[[ EXTRACTED RECORDS, beginning ]]
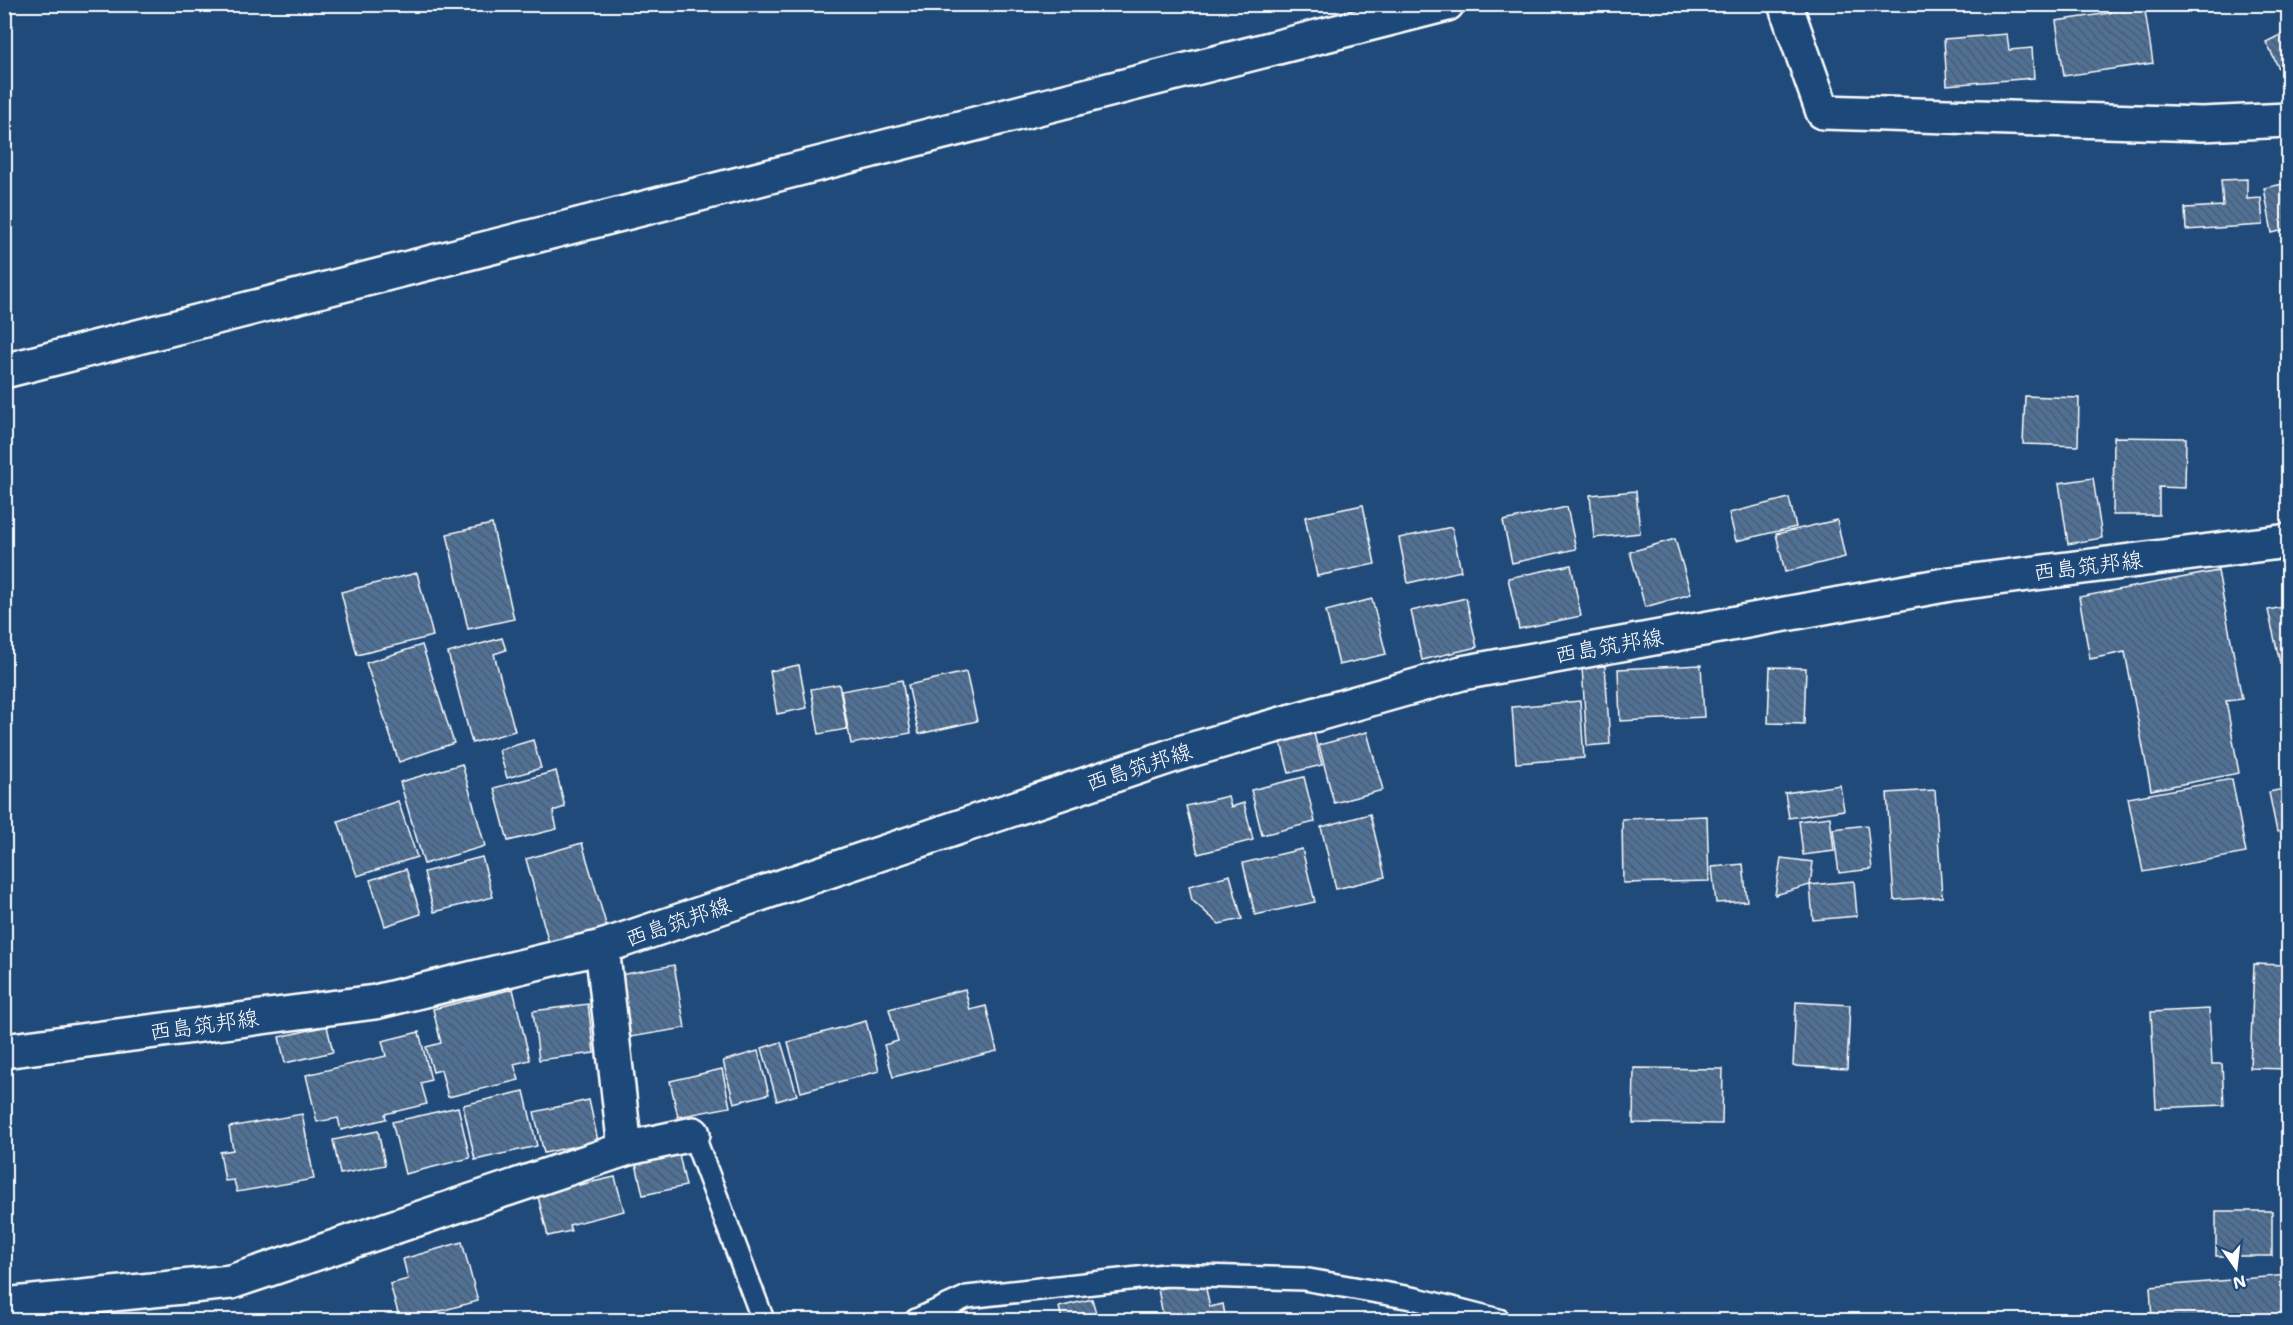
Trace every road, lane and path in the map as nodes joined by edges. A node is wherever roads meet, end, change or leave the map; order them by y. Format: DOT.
graph roads {
  1 [pos="1446,4"];
  2 [pos="1785,4"];
  3 [pos="2289,120"];
  4 [pos="4,371"];
  5 [pos="2289,541"];
  6 [pos="602,947"];
  7 [pos="4,1051"];
  8 [pos="693,1134"];
  9 [pos="625,1149"];
  10 [pos="4,1305"];
  11 [pos="763,1320"];
  12 [pos="916,1320"];
  13 [pos="1499,1320"];
  1 -- 4 [label="street"];
  2 -- 3 [label="street"];
  5 -- 6 [label="street, 西島筑邦線"];
  6 -- 7 [label="street, 西島筑邦線"];
  6 -- 9 [label="street"];
  8 -- 9 [label="street"];
  8 -- 11 [label="lane"];
  9 -- 10 [label="street"];
  12 -- 13 [label="lane"];
}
[[ EXTRACTED RECORDS, end ]]
> _WORK INSTRUCTION_:
Omit the pictures and set down the records exactly.

> _EXPECTED OUTPUT_:
Trace every road, lane and path in the map as nodes joined by edges. A node is wherever roads meet, end, change or leave the map; order them by y. Format: DOT.
graph roads {
  1 [pos="1446,4"];
  2 [pos="1785,4"];
  3 [pos="2289,120"];
  4 [pos="4,371"];
  5 [pos="2289,541"];
  6 [pos="602,947"];
  7 [pos="4,1051"];
  8 [pos="693,1134"];
  9 [pos="625,1149"];
  10 [pos="4,1305"];
  11 [pos="763,1320"];
  12 [pos="916,1320"];
  13 [pos="1499,1320"];
  1 -- 4 [label="street"];
  2 -- 3 [label="street"];
  5 -- 6 [label="street, 西島筑邦線"];
  6 -- 7 [label="street, 西島筑邦線"];
  6 -- 9 [label="street"];
  8 -- 9 [label="street"];
  8 -- 11 [label="lane"];
  9 -- 10 [label="street"];
  12 -- 13 [label="lane"];
}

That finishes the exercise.